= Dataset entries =
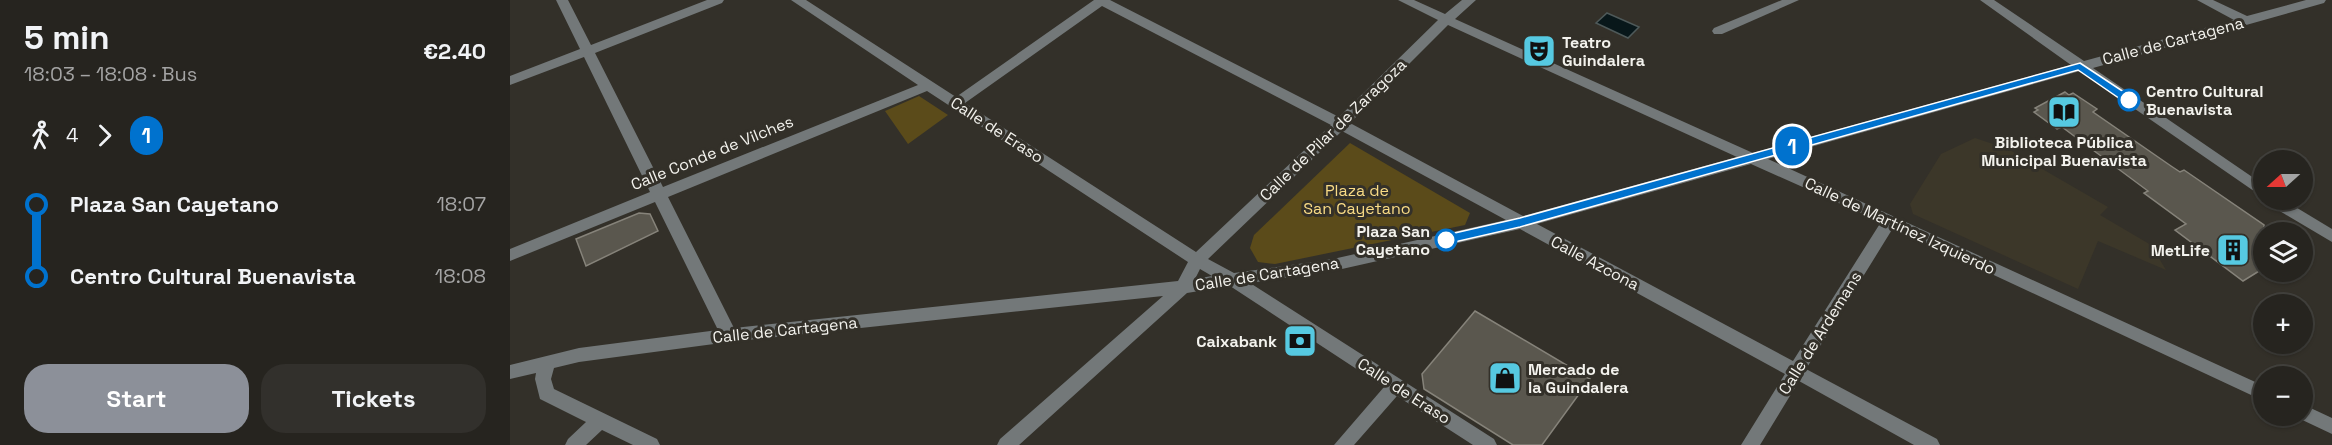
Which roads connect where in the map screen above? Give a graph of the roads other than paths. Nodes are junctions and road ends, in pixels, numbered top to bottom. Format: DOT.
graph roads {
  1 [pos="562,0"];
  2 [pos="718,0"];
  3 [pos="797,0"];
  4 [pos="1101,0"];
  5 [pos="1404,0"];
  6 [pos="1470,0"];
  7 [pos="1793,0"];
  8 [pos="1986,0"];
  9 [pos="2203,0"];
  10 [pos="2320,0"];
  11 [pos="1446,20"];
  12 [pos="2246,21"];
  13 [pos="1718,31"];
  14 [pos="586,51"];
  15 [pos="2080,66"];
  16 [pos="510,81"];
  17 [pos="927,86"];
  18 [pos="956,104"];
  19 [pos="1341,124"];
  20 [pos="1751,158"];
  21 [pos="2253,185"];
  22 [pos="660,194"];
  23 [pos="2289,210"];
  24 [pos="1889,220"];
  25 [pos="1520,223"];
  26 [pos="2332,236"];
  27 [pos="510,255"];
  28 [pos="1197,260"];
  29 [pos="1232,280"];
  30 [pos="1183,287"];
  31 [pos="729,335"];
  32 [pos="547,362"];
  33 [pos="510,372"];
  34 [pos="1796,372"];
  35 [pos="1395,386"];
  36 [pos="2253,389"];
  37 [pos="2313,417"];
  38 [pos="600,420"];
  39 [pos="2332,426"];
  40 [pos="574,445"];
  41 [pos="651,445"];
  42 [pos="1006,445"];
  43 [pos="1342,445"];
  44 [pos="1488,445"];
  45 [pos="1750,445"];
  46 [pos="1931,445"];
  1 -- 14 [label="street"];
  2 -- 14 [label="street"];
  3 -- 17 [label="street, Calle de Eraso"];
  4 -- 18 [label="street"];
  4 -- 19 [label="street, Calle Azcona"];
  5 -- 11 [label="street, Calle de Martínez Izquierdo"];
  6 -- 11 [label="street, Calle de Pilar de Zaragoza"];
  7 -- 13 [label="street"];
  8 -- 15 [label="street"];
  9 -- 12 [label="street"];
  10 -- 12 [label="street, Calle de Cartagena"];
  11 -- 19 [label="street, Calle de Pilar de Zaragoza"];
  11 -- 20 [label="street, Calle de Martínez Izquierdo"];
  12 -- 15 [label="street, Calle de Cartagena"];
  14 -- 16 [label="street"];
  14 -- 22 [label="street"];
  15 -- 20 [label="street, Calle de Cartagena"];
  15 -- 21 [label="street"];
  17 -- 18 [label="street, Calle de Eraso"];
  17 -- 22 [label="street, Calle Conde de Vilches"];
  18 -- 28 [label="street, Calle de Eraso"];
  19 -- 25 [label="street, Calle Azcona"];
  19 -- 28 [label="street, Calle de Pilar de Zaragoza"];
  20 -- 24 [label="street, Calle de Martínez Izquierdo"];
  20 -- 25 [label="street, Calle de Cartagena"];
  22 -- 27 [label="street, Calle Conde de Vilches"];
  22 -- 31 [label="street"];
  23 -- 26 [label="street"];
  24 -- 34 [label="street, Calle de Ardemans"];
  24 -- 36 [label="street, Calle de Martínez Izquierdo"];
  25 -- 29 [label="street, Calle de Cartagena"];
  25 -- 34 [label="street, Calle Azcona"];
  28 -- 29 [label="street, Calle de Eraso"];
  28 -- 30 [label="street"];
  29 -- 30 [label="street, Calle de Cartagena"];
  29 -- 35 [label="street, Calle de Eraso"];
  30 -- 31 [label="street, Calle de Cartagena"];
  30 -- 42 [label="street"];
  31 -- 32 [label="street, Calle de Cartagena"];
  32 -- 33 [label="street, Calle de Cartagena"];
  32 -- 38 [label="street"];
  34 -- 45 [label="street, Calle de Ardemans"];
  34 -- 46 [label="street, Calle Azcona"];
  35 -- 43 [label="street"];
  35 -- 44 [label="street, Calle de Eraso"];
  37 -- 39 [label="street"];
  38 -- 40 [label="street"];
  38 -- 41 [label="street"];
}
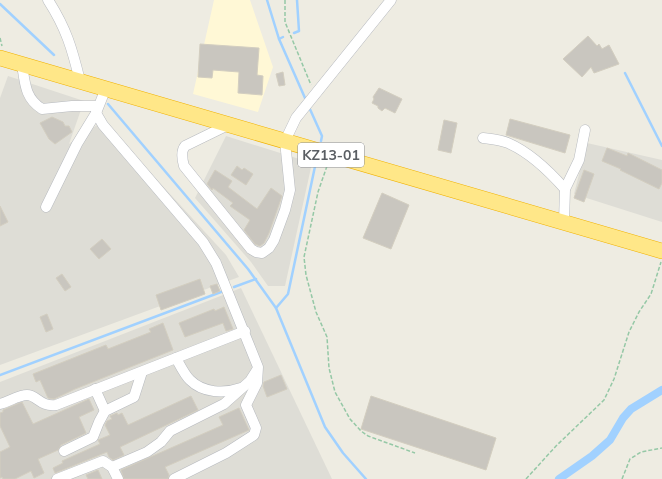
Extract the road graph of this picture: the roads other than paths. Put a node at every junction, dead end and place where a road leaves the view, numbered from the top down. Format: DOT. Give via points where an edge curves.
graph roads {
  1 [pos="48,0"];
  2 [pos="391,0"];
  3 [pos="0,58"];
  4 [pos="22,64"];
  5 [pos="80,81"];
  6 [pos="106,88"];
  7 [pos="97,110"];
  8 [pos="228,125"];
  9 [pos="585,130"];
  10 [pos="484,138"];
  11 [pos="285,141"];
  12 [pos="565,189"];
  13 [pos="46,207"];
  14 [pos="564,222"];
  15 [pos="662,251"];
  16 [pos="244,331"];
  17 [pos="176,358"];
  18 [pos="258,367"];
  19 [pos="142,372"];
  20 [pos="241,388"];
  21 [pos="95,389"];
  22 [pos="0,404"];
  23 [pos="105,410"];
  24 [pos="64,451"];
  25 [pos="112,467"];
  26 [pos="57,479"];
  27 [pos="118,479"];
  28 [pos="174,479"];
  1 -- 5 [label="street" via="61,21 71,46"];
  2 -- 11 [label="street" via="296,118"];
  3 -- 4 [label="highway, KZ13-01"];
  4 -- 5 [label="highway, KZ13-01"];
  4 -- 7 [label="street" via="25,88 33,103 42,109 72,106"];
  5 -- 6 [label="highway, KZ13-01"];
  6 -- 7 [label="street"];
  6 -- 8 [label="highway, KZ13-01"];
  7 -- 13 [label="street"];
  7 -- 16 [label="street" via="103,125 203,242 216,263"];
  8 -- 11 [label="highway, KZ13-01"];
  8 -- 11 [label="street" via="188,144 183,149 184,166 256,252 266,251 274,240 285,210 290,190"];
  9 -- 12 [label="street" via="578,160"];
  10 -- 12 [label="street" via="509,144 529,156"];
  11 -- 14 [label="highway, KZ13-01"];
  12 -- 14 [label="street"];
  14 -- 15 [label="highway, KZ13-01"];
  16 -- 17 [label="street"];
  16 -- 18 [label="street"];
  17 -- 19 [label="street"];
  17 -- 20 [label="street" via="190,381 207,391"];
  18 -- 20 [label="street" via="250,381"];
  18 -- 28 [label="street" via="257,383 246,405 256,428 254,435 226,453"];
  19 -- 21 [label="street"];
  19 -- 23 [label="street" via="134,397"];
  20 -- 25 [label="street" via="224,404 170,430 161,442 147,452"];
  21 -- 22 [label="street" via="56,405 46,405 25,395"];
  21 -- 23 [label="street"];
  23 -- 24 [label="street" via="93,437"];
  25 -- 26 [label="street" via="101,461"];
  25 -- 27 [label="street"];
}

= PROBLEM DESCRIPTION =
Go line by line through the records above and copy each one containing "Zaragoza".

= EXERCISE RESULT =
  6 -- 11 [label="street, Calle de Pilar de Zaragoza"];
  11 -- 19 [label="street, Calle de Pilar de Zaragoza"];
  19 -- 28 [label="street, Calle de Pilar de Zaragoza"];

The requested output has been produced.